According to the American Academy of Orofacial Pain’s (AAOP) definition, Temporomandibular Disorders (TMD) include a group of musculoskeletal and neuromuscular pathological conditions that involve the Temporomandibular joint (TMJ), the masticatory muscles and all associated tissues [1]. While patients with these disorders are also characterized by limited jaw movement and TMJ joint sounds, like clicks or crepitation, the most common complaint is pain, usually localized in the masticatory muscles and the preauricular area. Depending on psychological factors, muscle pain, which is a source of minor inconvenience for some patients, can become a major health problem for others, even if there is no physical change differentiating these two types of patients.
According to the literature, TMD patients experiencing pain present greater levels of psychological distress, environmental stress, somatic symptoms, anxiety, depression, somatic awareness, and pain catastrophizing compared to pain-free controls [2–7]. Regarding personality factors, TMD patients show higher levels of neuroticism than controls [8].

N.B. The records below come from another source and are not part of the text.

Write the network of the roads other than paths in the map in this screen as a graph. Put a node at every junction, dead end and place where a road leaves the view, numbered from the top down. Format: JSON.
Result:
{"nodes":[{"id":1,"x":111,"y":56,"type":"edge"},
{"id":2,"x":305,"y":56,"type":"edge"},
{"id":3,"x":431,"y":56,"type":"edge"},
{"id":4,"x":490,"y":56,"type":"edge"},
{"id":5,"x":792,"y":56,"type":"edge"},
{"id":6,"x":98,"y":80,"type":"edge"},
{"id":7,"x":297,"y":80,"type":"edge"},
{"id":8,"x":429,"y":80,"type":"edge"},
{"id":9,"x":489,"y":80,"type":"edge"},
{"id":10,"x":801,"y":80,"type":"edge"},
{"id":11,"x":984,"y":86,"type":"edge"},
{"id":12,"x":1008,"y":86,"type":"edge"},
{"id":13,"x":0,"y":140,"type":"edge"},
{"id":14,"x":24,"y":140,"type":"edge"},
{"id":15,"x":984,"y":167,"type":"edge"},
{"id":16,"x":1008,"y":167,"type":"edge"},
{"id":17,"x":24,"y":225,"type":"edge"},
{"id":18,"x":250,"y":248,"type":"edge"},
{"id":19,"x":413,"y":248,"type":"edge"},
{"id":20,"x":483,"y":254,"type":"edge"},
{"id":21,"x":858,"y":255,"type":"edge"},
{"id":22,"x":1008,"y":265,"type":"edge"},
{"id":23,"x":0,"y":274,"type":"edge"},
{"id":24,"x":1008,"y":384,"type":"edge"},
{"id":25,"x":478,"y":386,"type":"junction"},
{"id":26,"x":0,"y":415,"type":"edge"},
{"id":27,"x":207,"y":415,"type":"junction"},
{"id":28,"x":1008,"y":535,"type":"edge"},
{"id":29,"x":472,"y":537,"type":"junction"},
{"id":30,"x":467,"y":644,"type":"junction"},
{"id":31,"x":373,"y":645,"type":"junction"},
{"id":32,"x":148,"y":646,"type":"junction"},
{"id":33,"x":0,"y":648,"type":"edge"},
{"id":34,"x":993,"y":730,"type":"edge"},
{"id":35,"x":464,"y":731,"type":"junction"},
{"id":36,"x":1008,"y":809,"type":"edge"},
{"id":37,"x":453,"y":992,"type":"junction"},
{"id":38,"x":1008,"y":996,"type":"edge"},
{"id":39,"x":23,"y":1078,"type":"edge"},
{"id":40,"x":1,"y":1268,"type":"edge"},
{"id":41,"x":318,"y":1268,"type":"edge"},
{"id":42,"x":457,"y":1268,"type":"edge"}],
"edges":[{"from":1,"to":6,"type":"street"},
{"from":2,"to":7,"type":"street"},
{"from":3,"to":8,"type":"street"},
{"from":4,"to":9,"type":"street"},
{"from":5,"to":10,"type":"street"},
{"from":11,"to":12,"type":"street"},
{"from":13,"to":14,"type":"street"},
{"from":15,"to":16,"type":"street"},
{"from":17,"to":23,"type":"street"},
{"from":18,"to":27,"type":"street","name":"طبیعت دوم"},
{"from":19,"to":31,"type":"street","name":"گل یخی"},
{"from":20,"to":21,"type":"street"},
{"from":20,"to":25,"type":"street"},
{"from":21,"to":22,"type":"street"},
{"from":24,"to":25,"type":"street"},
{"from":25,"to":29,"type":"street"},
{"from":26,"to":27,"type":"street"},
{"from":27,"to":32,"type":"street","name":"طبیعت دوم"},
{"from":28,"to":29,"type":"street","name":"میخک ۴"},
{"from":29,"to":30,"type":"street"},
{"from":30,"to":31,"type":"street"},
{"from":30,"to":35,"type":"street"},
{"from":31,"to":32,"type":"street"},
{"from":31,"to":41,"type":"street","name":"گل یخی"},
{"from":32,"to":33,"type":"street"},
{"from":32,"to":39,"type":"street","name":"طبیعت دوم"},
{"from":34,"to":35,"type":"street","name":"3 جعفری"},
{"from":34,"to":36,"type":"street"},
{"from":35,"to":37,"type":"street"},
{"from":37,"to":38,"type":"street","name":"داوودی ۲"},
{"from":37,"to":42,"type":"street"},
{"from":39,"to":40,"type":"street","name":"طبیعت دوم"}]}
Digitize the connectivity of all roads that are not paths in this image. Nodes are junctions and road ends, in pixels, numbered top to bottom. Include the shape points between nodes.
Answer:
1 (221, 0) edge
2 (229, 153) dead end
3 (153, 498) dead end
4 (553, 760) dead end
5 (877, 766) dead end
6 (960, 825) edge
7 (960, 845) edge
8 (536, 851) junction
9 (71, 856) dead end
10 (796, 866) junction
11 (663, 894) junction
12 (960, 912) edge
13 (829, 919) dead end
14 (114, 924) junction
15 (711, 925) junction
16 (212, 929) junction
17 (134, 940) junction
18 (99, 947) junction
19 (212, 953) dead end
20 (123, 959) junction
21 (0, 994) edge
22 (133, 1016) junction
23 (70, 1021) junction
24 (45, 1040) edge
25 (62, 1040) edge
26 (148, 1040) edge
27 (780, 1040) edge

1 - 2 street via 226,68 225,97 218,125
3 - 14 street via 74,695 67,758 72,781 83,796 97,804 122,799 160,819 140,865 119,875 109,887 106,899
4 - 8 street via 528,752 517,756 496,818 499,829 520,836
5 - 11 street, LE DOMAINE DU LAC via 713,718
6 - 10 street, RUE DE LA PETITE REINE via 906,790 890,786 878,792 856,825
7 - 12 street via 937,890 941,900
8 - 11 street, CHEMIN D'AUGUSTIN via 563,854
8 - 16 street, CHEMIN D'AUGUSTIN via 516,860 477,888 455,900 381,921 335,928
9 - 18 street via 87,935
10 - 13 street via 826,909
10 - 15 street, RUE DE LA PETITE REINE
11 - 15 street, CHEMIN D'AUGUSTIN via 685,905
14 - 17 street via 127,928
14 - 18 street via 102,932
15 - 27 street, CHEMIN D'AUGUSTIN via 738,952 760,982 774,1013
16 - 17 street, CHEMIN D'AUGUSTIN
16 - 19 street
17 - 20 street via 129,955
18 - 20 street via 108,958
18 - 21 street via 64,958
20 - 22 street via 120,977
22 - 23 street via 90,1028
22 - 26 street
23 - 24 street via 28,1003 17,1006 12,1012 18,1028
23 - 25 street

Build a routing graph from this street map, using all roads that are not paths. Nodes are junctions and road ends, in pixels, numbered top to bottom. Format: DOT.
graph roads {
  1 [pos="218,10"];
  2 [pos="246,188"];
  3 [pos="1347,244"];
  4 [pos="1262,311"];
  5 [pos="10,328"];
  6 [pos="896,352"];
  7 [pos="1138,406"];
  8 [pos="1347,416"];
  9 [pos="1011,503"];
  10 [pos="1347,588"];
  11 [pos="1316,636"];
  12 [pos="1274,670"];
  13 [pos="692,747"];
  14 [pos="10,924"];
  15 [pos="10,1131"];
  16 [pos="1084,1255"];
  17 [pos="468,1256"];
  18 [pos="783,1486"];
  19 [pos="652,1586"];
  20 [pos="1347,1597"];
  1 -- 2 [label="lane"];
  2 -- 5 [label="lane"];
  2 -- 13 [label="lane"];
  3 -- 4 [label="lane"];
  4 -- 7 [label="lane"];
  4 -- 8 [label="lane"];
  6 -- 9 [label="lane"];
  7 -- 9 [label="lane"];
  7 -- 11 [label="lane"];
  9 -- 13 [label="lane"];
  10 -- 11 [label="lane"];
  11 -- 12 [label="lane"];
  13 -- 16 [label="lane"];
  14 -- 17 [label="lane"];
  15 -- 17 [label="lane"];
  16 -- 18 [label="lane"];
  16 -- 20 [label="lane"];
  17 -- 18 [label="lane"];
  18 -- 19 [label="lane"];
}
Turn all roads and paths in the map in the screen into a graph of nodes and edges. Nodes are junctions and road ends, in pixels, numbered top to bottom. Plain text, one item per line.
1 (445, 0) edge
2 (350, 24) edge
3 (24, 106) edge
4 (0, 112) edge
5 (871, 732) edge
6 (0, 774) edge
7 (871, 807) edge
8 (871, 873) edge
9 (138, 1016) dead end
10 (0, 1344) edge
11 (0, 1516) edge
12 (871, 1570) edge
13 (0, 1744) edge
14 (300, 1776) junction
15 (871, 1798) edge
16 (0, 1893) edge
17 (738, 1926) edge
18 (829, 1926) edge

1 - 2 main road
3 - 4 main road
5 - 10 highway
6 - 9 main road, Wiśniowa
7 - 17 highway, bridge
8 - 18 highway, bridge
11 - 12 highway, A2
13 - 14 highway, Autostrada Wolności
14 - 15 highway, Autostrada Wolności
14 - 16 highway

Furthermore, several studies suggest that certain psychological factors can predispose an individual to TMD. The well-known OPPERA cohort study revealed that somatic symptoms, perceived stress, and negative mood predicted and increased risk of TMD first-onset [9,10]. Furthermore, increased risk of developing TMD is more pronounced for individuals whose genetic susceptibility increases responsiveness to catecholamine neurotransmitters [11] which are involve in stress response. According to this model, much smaller contributions were made from psychological stress, anxiety, obsessive-compulsive feelings, and pain-coping strategies (including catastrophizing). Neuroticism has also been linked to increased rates of TMD, although it may be a weak predictor of TMD [3,12]. Both global psychological and somatic symptoms emerged as the most robust risk factor for the incidence of TMD [11,13]. Along these lines, Su et al. [14] observed that the best predictor for TMD pain intensity was somatisation, while depression was the best predictor of pain-related disability. More recently, follow-up of the OPPERA study observed that psychological and social variables are closely related and change in parallel with TMD status[15]. These findings indicate that multiple underlying psychological constructs are present and are important to consider as potential risk factors for TMD.
Although the OPPERA study highlighted the importance of psychological factors on TMD and effectively explored many important ones (including passive vs. active pain coping), the relationship between TMD and general coping strategies was not included [15]. Nonetheless, as described above, perceived stress is a solid predictor of TMD [12,13,16], and is negatively related to both emotional intelligence and to adaptive coping strategies. Therefore, maladaptive coping might lead to an increase of perceived stress and consequently to an increased risk of suffering TMD.
The influence of coping strategies in health has been widely studied[17]. Generally, coping can be defined as the predictable cognitive and behavioral efforts to manage environmental and internal demands or conflicts [18]. Nonetheless, interpretations of findings can be complicated by differences in approach and definitions in regards to coping. For example, some authors differentiate problem-focused and emotion-focused coping strategies [18], while others distinguish between approach- versus avoidance-oriented coping [19], adaptive versus maladaptive coping [20], and active versus passive coping [21,22]. However, in general, it seems problem-focused, active coping and approach oriented coping can be regarded as adaptive, whereas emotion-focused, passive and avoidance-oriented coping can be considered maladaptive [23].
People suffering TMD present greater use of maladaptive coping responses and while employing fewer adaptive ones [24,25]. Specifically, TMD patients use more escape-avoidance strategies[25], less problem solving strategies[24], minor use of positive reinterpretation and humor as coping strategies, and show lower interest in seeking instrumental social support[24]. Studies have confirmed that a passive attitude, exaggeration of negative consequences, and reduced use of distraction strategies constitute a dysfunctional style of coping, which is associated with greater levels of distress in TMD patients [26]. In contrast, it has also been reported that TMD patients with pain primarily in the masticatory muscles score higher on the active coping scale than patients with arthrogenic pain [27,28].
Indeed, different perspectives and assessments in regards to coping have led to a variety of results and interpretations. In addition, most studies investigating coping behavior are focused on just one dimension of coping (such as active versus passive coping, or approach versus avoidance behavior), while few studies explore multiple coping responses and styles. Furthermore, only a few studies have considered the role of psychological factors when taking into account the different TMD types according to the DC/TMD criteria, and particularly myalgia patients. [29]. A more systematized approach, using valid and reliable coping questionnaires able to explore and quantify several coping strategies, is needed to clarify the role of coping in TMD, taking into account new TMD types.
This study aims to investigate the levels of anxiety, personality factors, and coping behavior (see table 1 for scales) in a group of university students presenting myalgia, according to de DC-TMD, in comparison to a control group free of symptoms. It is hypothesized that myalgic TMD group and the control group will differ significantly in terms of their coping strategy pattern, anxiety and neuroticism.